>>

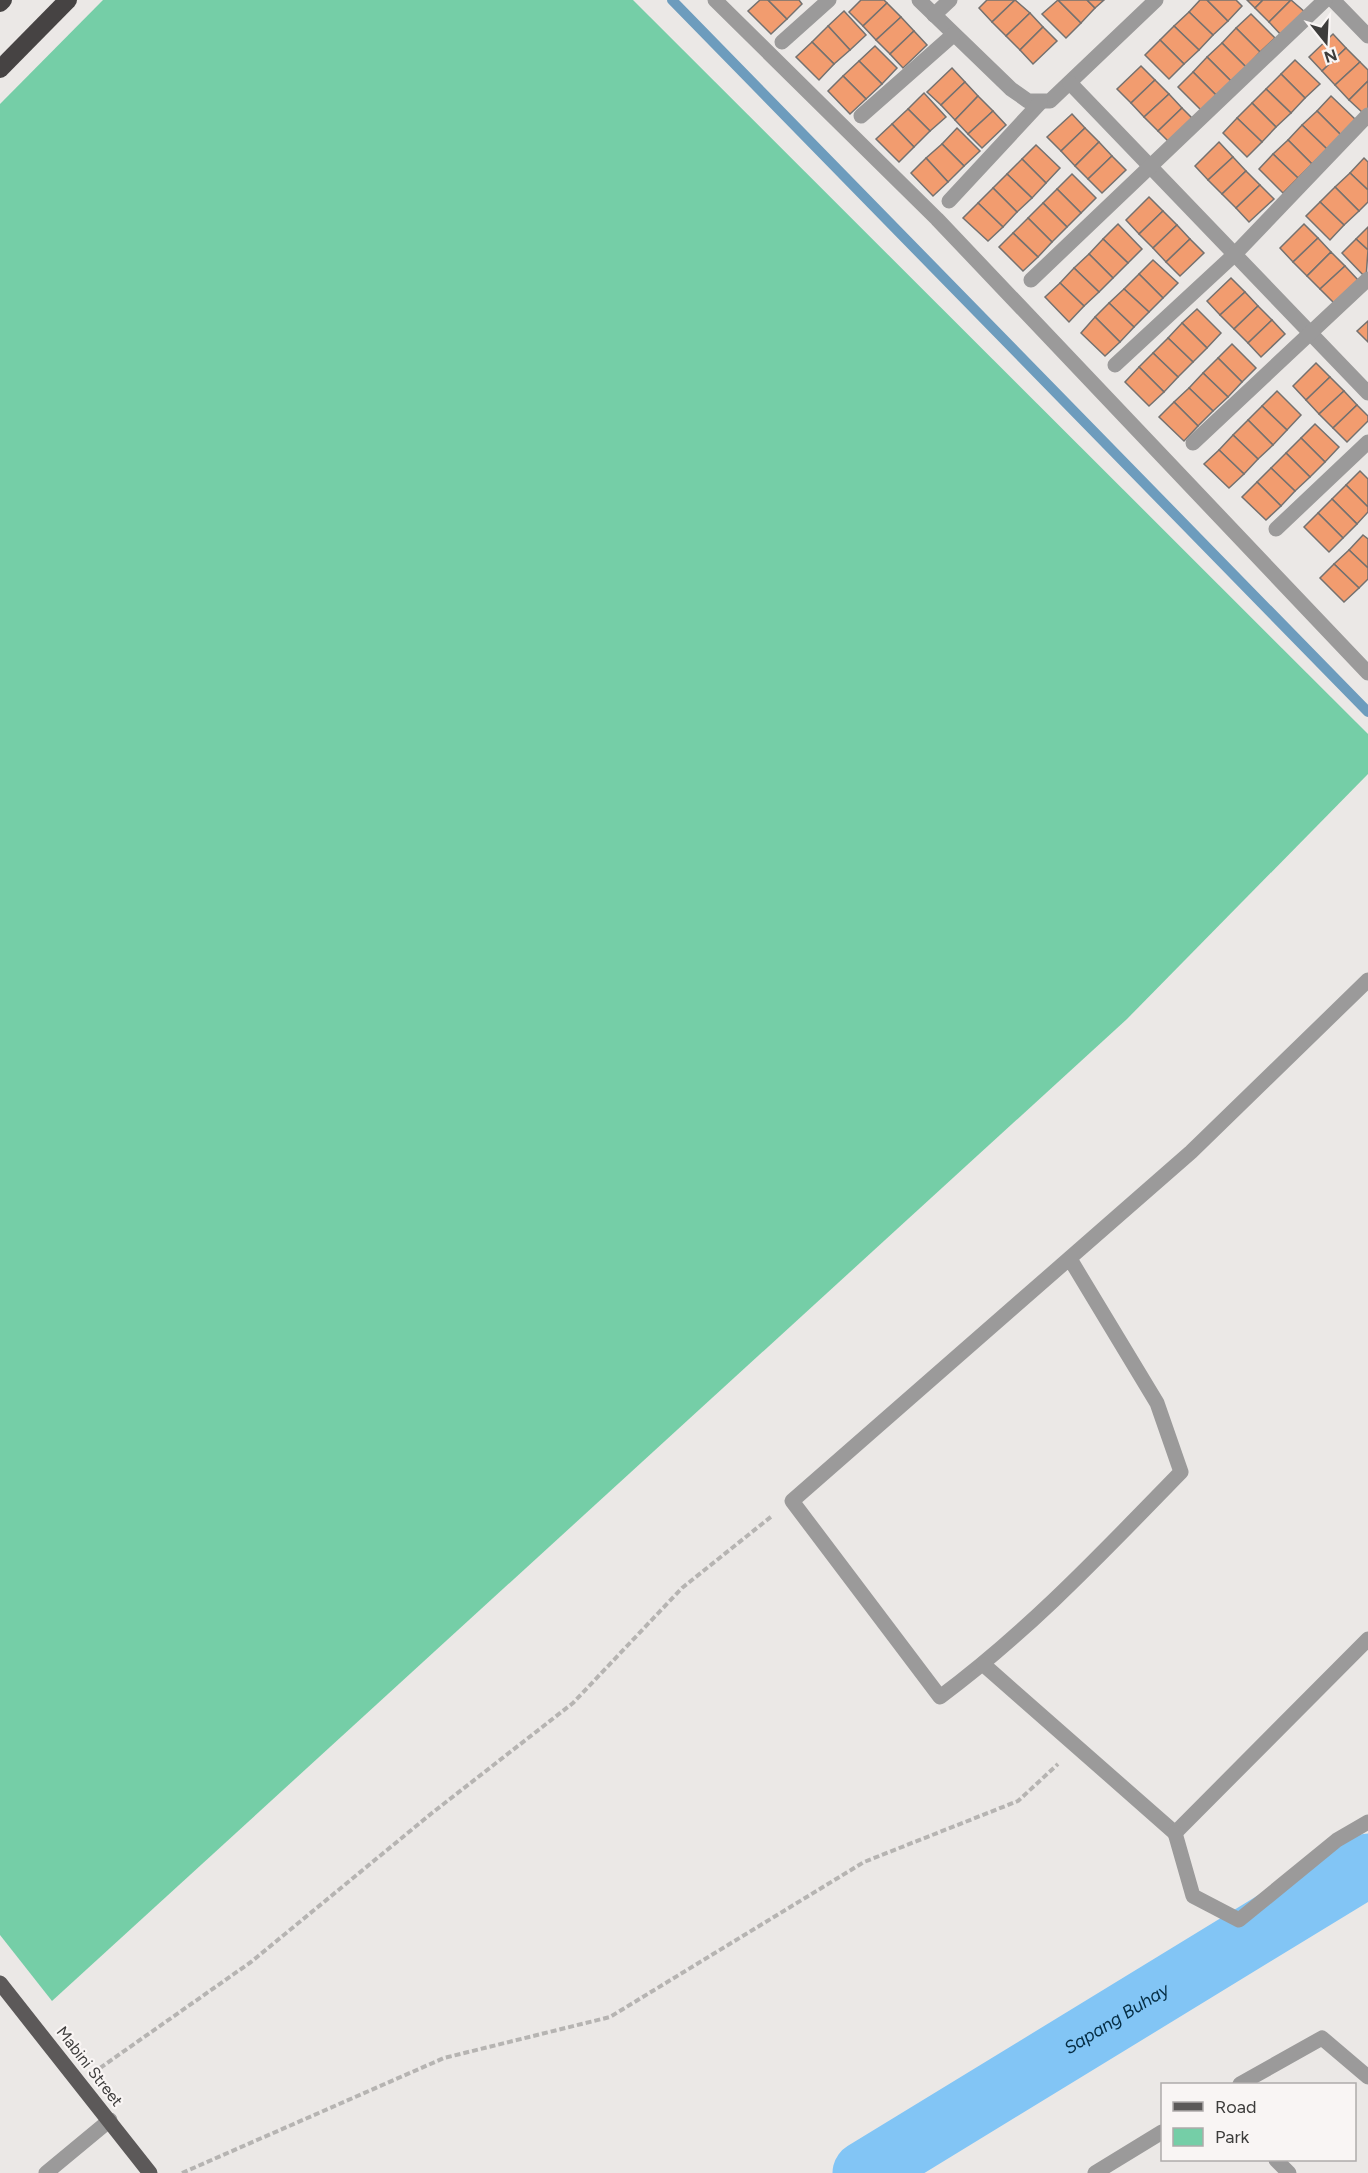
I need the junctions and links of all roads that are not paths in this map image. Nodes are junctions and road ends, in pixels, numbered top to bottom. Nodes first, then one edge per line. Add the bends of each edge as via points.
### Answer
1 (68, 0) edge
2 (715, 0) edge
3 (829, 0) edge
4 (919, 0) edge
5 (950, 0) edge
6 (1156, 0) edge
7 (1324, 0) edge
8 (1333, 0) edge
9 (934, 15) junction
10 (953, 35) junction
11 (1368, 36) edge
12 (782, 42) dead end
13 (0, 69) edge
14 (1070, 83) junction
15 (1040, 103) junction
16 (1368, 115) edge
17 (861, 116) dead end
18 (1151, 166) junction
19 (949, 201) dead end
20 (1235, 254) junction
21 (1368, 279) edge
22 (1031, 280) dead end
23 (1311, 333) junction
24 (1115, 365) dead end
25 (1368, 393) edge
26 (1368, 442) edge
27 (1193, 443) dead end
28 (1276, 530) dead end
29 (1368, 674) edge
30 (1368, 980) edge
31 (1070, 1259) junction
32 (1368, 1639) edge
33 (984, 1665) junction
34 (1368, 1822) edge
35 (1175, 1833) junction
36 (0, 1983) edge
37 (1368, 2077) edge
38 (1243, 2083) edge
39 (110, 2120) junction
40 (1161, 2133) edge
41 (1277, 2161) edge
42 (45, 2173) edge
43 (150, 2173) edge
44 (1095, 2173) edge
45 (1289, 2173) edge

1 - 13 highway
2 - 29 street via 937,219
3 - 12 street
4 - 9 street
5 - 9 street
6 - 14 street
7 - 18 street
8 - 11 street
9 - 10 street
10 - 15 street via 1011,89 1028,101
10 - 17 street
14 - 15 street via 1050,101
14 - 18 street
15 - 19 street
16 - 20 street
18 - 20 street
18 - 22 street
20 - 23 street
20 - 24 street
21 - 23 street
23 - 25 street
23 - 27 street
26 - 28 street
30 - 31 street via 1191,1152
31 - 33 street via 1157,1403 1181,1472 1066,1591
31 - 33 street via 792,1501 940,1697
32 - 35 street
33 - 35 street
34 - 35 street via 1337,1840 1239,1920 1193,1896
36 - 39 main road, Mabini Street
37 - 38 street via 1322,2038
39 - 42 street
39 - 43 main road, Mabini Street
40 - 44 street
41 - 45 street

<<

- _YOUR INSTRUCTIONS_:
Repeat the listing above verbatim, but exclude the pictures it contains.

- _OUTPUT FOR THIS TASK_:
I need the junctions and links of all roads that are not paths in this map image. Nodes are junctions and road ends, in pixels, numbered top to bottom. Nodes first, then one edge per line. Add the bends of each edge as via points.
### Answer
1 (68, 0) edge
2 (715, 0) edge
3 (829, 0) edge
4 (919, 0) edge
5 (950, 0) edge
6 (1156, 0) edge
7 (1324, 0) edge
8 (1333, 0) edge
9 (934, 15) junction
10 (953, 35) junction
11 (1368, 36) edge
12 (782, 42) dead end
13 (0, 69) edge
14 (1070, 83) junction
15 (1040, 103) junction
16 (1368, 115) edge
17 (861, 116) dead end
18 (1151, 166) junction
19 (949, 201) dead end
20 (1235, 254) junction
21 (1368, 279) edge
22 (1031, 280) dead end
23 (1311, 333) junction
24 (1115, 365) dead end
25 (1368, 393) edge
26 (1368, 442) edge
27 (1193, 443) dead end
28 (1276, 530) dead end
29 (1368, 674) edge
30 (1368, 980) edge
31 (1070, 1259) junction
32 (1368, 1639) edge
33 (984, 1665) junction
34 (1368, 1822) edge
35 (1175, 1833) junction
36 (0, 1983) edge
37 (1368, 2077) edge
38 (1243, 2083) edge
39 (110, 2120) junction
40 (1161, 2133) edge
41 (1277, 2161) edge
42 (45, 2173) edge
43 (150, 2173) edge
44 (1095, 2173) edge
45 (1289, 2173) edge

1 - 13 highway
2 - 29 street via 937,219
3 - 12 street
4 - 9 street
5 - 9 street
6 - 14 street
7 - 18 street
8 - 11 street
9 - 10 street
10 - 15 street via 1011,89 1028,101
10 - 17 street
14 - 15 street via 1050,101
14 - 18 street
15 - 19 street
16 - 20 street
18 - 20 street
18 - 22 street
20 - 23 street
20 - 24 street
21 - 23 street
23 - 25 street
23 - 27 street
26 - 28 street
30 - 31 street via 1191,1152
31 - 33 street via 1157,1403 1181,1472 1066,1591
31 - 33 street via 792,1501 940,1697
32 - 35 street
33 - 35 street
34 - 35 street via 1337,1840 1239,1920 1193,1896
36 - 39 main road, Mabini Street
37 - 38 street via 1322,2038
39 - 42 street
39 - 43 main road, Mabini Street
40 - 44 street
41 - 45 street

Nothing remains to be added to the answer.